There was a key in the lock of the door, which Wogan turned; he also
tilted a chair and wedged the handle. He opened the window and looked
out. His room was on the first floor and not very high from the ground.
A man might possibly climb through the window. Gaydon would assuredly
close the shutters and the window, so that no one could force an
entrance without noise. Wogan accordingly did what Gaydon would
assuredly have done, and when he blew out his candle found himself in
consequence in utter darkness. No glimmer of light was anywhere visible.

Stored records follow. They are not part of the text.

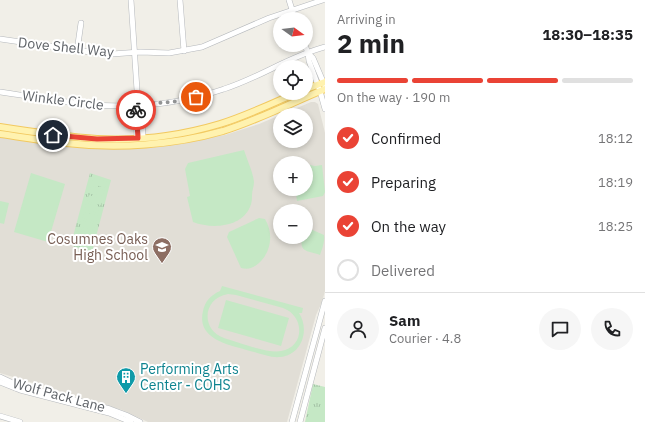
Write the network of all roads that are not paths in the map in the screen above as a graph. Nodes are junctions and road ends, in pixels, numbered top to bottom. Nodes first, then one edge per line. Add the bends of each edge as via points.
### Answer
1 (131, 0) edge
2 (180, 0) edge
3 (290, 0) edge
4 (322, 0) edge
5 (292, 9) junction
6 (293, 12) edge
7 (80, 23) dead end
8 (0, 39) edge
9 (325, 47) edge
10 (77, 51) junction
11 (184, 51) junction
12 (313, 51) edge
13 (308, 52) joint
14 (134, 53) junction
15 (323, 86) edge
16 (313, 88) edge
17 (0, 92) edge
18 (280, 100) edge
19 (138, 104) junction
20 (325, 109) edge
21 (0, 127) edge
22 (0, 134) edge
23 (140, 138) junction
24 (325, 301) edge
25 (325, 328) edge
26 (0, 377) edge
27 (0, 382) edge
28 (0, 416) edge
29 (20, 422) edge
30 (131, 422) edge
31 (140, 422) edge
32 (292, 422) edge
33 (300, 422) edge

1 - 14 street
2 - 11 street
3 - 5 street
4 - 5 street, Dove Shell Way
5 - 6 street
5 - 11 street, Dove Shell Way via 202,47
7 - 10 street
8 - 10 street, Dove Shell Way
9 - 12 street, Winkle Circle
10 - 14 street, Dove Shell Way
11 - 14 street, Dove Shell Way
13 - 15 street via 313,58
13 - 19 street, Winkle Circle via 212,93 172,102
14 - 19 street
15 - 16 main road
15 - 20 street
15 - 22 main road via 243,124 179,140 151,144 85,145
17 - 19 street, Winkle Circle via 84,104
18 - 23 main road via 220,124 178,134
19 - 23 street via 142,114
21 - 23 main road via 67,137
24 - 32 street
25 - 33 street
26 - 31 street, Wolf Pack Lane via 17,385 110,409
27 - 30 street, Wolf Pack Lane via 20,390 109,413
28 - 29 street

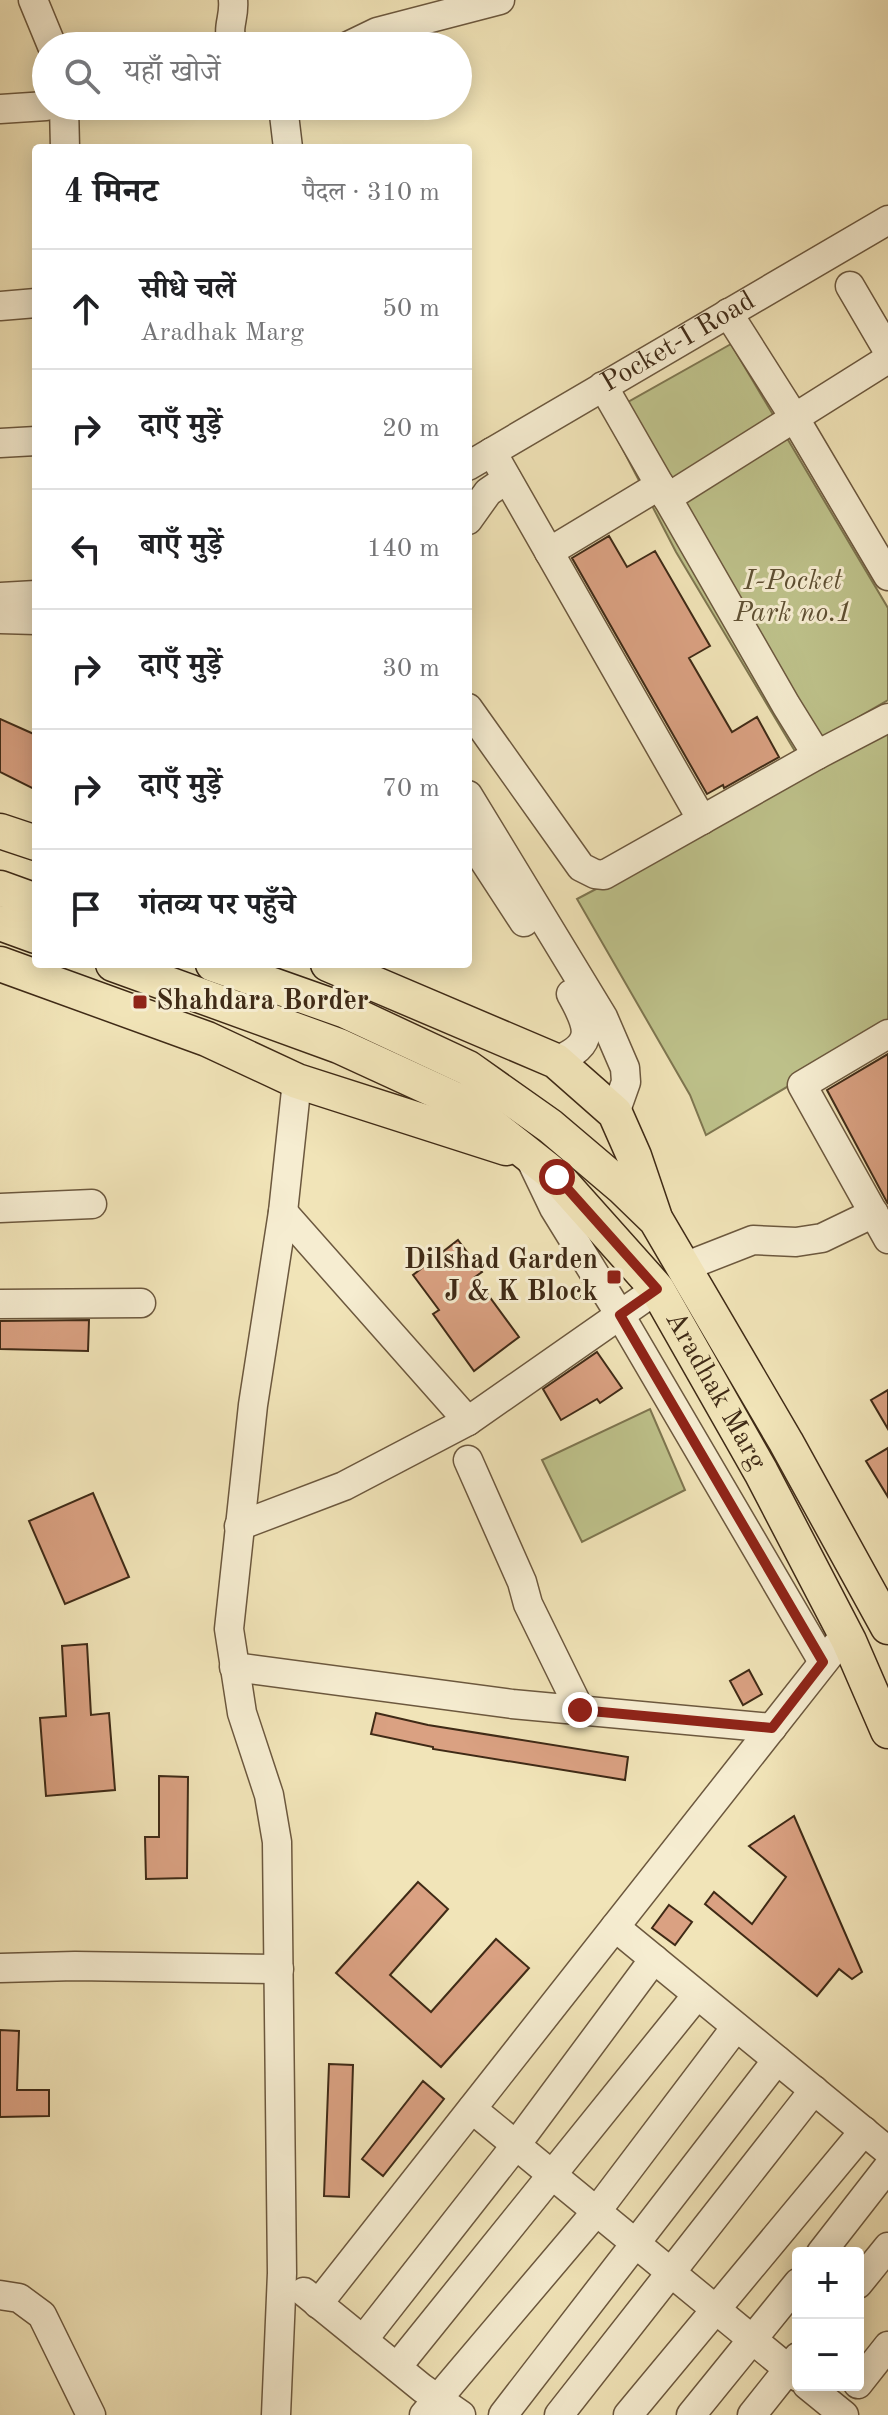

He had his habits like another, and one of them was to sleep without
blinds or curtains drawn. His present deflection from this habit made
him restless; he was tired, he wished above all things to sleep, but
sleep would not come. He turned from one side to the other, he punched
his pillows, he tried to sleep with his head low, and when that failed
with his head high.
He resigned himself in the end to a sleepless night, and lying in his
bed drew some comfort from the sound of voices and the tread of feet in
the passages and the rooms about him. These, at all events, were
companionable, and they assured him of safety. But in a while they
ceased, and he was left in a silence as absolute as the darkness. He
endured this silence for perhaps half an hour, and then all manner of
infinitesimal sounds began to stir about him. The lightest of footsteps
moved about his bed, faint sighs breathed from very close at hand, even
his name was softly whispered. He sat suddenly up in his bed, and at
once all these sounds became explained to him. They came from the street
and the square outside the window. So long as he sat up they were
remote, but the moment he lay down again they peopled the room.